ESIPFed / science-on-schema.org

science-on-schema.org - providing guidance for publishing schema.org as JSON-LD for the sciences
Apache License 2.0
113 stars 32 forks source link

How do we specify that a Dataset has been cited (as an Action)? #123

Open ashepherd opened 3 years ago

ashepherd commented 3 years ago

Considering the Counter Code of Practice, can we map the Dataset activities, View, Download, and Citation to the schema:Action classes?

Activity schema.org Action class
Views schema:ViewAction
Downloads schema:DownloadAction
Citation schema:UseAction???

This would help,

1) Describing potential actions of a Dataset to applications 2) Give harvesting these analytics a shared vocabulary

mbjones commented 3 years ago

@ashepherd the Counter Code of Practice for Research Data does define a reporting format for standardized counts in which specific processing has been applied to eliminate repeat visits, define session windows, filter out search robots, and divide accesses into human-mediated versus machine-mediated counts. Personally I think those deserve a specific class in schema.org (or another vocabulary) that specifically maps to their semantics, so that these usage stats are not conflated with other usage stats that don't specifically follow those rules (and therefore are far less inter-comparable). The Make Data Count project has been working hard to promote consistent reporting using the Counter standards, and has had broad support from allied groups like the RDA Data Usage Metrics Working Group.

Regarding your specific proposal, I interpret all action classes, including schema:ViewAction and schema:DownloadAction to represent a single action of those types, and not to encapsulate a count of them. Does that make sense to you? That would argue for a different class to represent an aggregated count of such records.

Regarding citations, I'm curious how you see the schema:citation property, which seems like a closer match for a concept meant to provide details of a single citation event. It still doesn't represent a count per se, but could be used to link to a citing CreativeWork.

I think it would be excellent to include references to Counter-compliant usage reporting in a schema.org record, but I think it wold be disruptive to define new approaches to usage reporting. For an overview of the issues, see the short book by @dlowenberg et al. on Open Data Metrics.

ashepherd commented 3 years ago

Hey @mbjones, this (CCP) is what i'm implementing. maybe i didn't describe it well enough. I want to do two things:

1) Harvest our event tracking data back from google analytics (as described the CCP under their page tagging section), and store in our knowledge graph, and so want an RDF data model to apply to that. seemed like schema.org Actions was a decent place to start (as I don't see an RDF data model at CCP).

2) describing these view and download events in dataset landing page schema.org as schema:potentialAction so that views and downloads can occur elsewhere in the web of data without having to come directly to our site. Example: an email with schema.org markup to download a dataset, a tweet that shows a download button for a tweeted dataset, etc.

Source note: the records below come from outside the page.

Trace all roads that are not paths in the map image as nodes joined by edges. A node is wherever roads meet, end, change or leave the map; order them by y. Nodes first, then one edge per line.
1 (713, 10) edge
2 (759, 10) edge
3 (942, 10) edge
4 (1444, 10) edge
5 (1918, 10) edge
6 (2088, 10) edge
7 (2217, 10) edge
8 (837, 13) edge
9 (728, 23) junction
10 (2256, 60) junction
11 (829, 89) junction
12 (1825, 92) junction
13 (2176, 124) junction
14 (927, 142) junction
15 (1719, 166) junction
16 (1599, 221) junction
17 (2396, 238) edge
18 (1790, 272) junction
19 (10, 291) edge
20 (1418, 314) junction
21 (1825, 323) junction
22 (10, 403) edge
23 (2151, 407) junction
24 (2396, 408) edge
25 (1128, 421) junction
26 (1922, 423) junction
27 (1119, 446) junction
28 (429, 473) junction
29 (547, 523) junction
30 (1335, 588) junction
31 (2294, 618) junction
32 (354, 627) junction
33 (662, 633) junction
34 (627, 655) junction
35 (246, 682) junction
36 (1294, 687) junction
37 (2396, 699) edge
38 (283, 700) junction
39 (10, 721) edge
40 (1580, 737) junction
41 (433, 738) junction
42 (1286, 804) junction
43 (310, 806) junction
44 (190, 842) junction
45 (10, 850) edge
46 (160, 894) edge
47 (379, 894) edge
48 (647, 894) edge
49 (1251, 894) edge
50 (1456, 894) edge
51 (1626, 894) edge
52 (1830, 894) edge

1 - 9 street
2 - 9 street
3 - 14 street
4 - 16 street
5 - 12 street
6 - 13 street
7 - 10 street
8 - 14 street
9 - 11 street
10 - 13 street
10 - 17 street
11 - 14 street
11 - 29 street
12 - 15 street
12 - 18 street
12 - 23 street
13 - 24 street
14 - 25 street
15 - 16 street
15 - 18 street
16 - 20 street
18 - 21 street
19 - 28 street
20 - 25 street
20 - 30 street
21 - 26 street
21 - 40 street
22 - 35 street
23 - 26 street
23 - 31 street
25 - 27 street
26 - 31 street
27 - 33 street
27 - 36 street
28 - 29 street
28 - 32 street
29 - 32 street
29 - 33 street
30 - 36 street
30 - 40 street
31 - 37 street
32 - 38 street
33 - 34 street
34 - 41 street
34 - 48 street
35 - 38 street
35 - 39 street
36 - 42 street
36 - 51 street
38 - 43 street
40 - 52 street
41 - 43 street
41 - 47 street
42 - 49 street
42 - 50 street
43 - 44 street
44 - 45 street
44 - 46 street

Does that make sense or am I missing something? I had read the Open Data Metrics book too, but I don't see a data model in there.

schema:citation is great for describing the citation, but to sum up citations for my case #1, you need an Action class to model the event of a dataset being cited by schema:object X. Then, harvesting that data over time, you can roll out your instances of those realized actions to build your COUNTER reports.

NOTE: schema.org used to model these activities with schema:UserInterationCount and schema:UserDownloads, etc, but they now recommend using the more flexible schema:Action model.